We observed a significant effect (P < 0.05) of lithium compounds on the growth rate and biomass of all fungi tested (Figures 2 and 3). Richter et al. (2008) noted that the radial growth rate may not represent fungal biomass reduction. Indeed, biomass evaluation has been shown tobe a more sensitive method (Nunes et al., 2014). The profiles of biomass and growth rate data observed clearly show that lithium acetate and lithium carbonate were the most toxic compounds (Figures 2 and 3). Acetate is an organic acid that is able to cross the plasmatic membrane and affect cytoplasmic pH, negatively affecting manymetabolic pathways (Cheung et al., 2010). Carbonate has been shown to strongly inhibit Nce103, an enzyme that participates in many physiological processes in eukaryotes (Innocenti et al., 2008). The fungal growth inhibition observed (Figure 2) suggests that these phenomena may be occurring in the fungal cell. Thus, these compounds are not recommended for use in fungal Li enrichment.

 

The effect of lithium hydroxide on growth rate and biomass varies among the fungal strains tested (Figures 2 and 3). For some fungi, lithium hydroxide results were similar (P > 0.05) to those obtained for lithium sulfate and lithium chloride (Figures 1 and 3). In contrast, the addition of lithium hydroxide decreased (P < 0.05) the growth rate and biomass of P. nameko (PHOLI), G. subamboinense var. laevisporum (GR 117), P. eryngii (PLE 04) and L. edodes (UFV 73), clearly showing that this lithium compound was more toxic for these fungi. Furthermore, lithium hydroxide increased (P < 0.05) the lag phase of P. nameko (PHOLI). In addition, Xu (1997) showed that the activity of laccase, an important factor for white-rot fungus growth, was affected by hydroxide. Furthermore, it is not known how the effects of lithium hydroxide may vary with variation among fungal strains. Therefore, we do not recommend using lithium hydroxide for the Li enrichment of fungi.
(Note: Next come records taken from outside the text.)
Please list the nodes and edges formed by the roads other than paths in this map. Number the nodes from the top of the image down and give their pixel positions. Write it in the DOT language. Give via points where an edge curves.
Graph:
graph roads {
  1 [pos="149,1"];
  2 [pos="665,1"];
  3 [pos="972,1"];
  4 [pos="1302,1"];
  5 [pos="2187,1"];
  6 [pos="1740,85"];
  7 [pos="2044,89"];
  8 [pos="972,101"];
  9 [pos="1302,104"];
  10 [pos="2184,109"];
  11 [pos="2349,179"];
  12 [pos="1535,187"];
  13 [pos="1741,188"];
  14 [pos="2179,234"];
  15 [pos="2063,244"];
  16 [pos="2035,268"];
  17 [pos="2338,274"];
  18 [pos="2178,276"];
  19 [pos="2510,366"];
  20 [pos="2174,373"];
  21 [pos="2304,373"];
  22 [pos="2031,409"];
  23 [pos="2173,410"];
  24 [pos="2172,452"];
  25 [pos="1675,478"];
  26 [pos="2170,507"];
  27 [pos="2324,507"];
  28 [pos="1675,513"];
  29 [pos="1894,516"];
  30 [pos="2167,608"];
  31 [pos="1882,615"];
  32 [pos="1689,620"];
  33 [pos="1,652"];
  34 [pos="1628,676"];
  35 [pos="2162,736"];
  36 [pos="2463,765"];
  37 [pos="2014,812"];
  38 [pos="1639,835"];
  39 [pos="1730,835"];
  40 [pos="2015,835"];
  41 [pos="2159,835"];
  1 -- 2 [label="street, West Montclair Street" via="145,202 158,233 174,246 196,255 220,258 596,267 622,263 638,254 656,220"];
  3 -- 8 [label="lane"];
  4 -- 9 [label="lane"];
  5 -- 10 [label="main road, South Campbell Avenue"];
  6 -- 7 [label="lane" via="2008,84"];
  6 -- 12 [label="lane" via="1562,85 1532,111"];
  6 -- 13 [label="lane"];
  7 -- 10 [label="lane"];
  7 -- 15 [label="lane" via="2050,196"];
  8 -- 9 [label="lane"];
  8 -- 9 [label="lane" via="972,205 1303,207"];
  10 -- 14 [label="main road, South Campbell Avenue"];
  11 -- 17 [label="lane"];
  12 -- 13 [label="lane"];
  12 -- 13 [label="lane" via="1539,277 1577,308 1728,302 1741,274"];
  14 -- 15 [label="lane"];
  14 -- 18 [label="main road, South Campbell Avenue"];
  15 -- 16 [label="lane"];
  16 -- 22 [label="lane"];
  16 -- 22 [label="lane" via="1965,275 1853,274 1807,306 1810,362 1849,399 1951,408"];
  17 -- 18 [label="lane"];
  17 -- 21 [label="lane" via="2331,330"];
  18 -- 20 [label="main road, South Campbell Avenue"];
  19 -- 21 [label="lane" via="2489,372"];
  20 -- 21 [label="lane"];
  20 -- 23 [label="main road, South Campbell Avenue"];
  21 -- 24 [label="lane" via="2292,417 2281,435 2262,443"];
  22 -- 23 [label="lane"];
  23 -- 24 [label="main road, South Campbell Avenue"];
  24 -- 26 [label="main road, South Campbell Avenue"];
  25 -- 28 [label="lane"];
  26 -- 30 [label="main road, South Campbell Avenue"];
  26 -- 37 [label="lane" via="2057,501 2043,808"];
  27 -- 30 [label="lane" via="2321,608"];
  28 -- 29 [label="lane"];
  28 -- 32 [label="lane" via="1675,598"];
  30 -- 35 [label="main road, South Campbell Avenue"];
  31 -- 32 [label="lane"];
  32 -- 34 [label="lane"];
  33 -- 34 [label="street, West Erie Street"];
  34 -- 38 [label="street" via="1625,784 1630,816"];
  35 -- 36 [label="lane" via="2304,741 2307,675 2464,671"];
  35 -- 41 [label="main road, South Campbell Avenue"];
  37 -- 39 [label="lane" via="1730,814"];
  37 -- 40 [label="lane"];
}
The similar profile for lag phase, growth rate and dry mass observed in this study shows that lithium sulfate and lithium chloride were the less toxic compounds to fungi (Figures 1 and 3 ). As observed by de Assunção et al. (2012), Li is incorporated in the fungus when LiCl is added to the substrate used for mycelial growth. Thus, we can assume that lithium sulfate and chloride are the most promising for the Li enrichment of mushrooms. However, the effect of these lithium compounds on important parameters of mushroom cultivation and bioaccumulation of Li should be investigated.


 CONFLICT OF INTERESTS

The author(s) did not declare any conflict of interest.


 ACKNOWLEDGEMENTS

The authors are very grateful to Coordenação de Aperfeiçoamento de Pessoal de Nível Superior (CAPES), Conselho Nacional de Desenvolvimento Científico e Tecnológico (CNPq) and Fundação de Amparo à Pesquisa do Estado de Minas Gerais (FAPEMIG) for the financial support.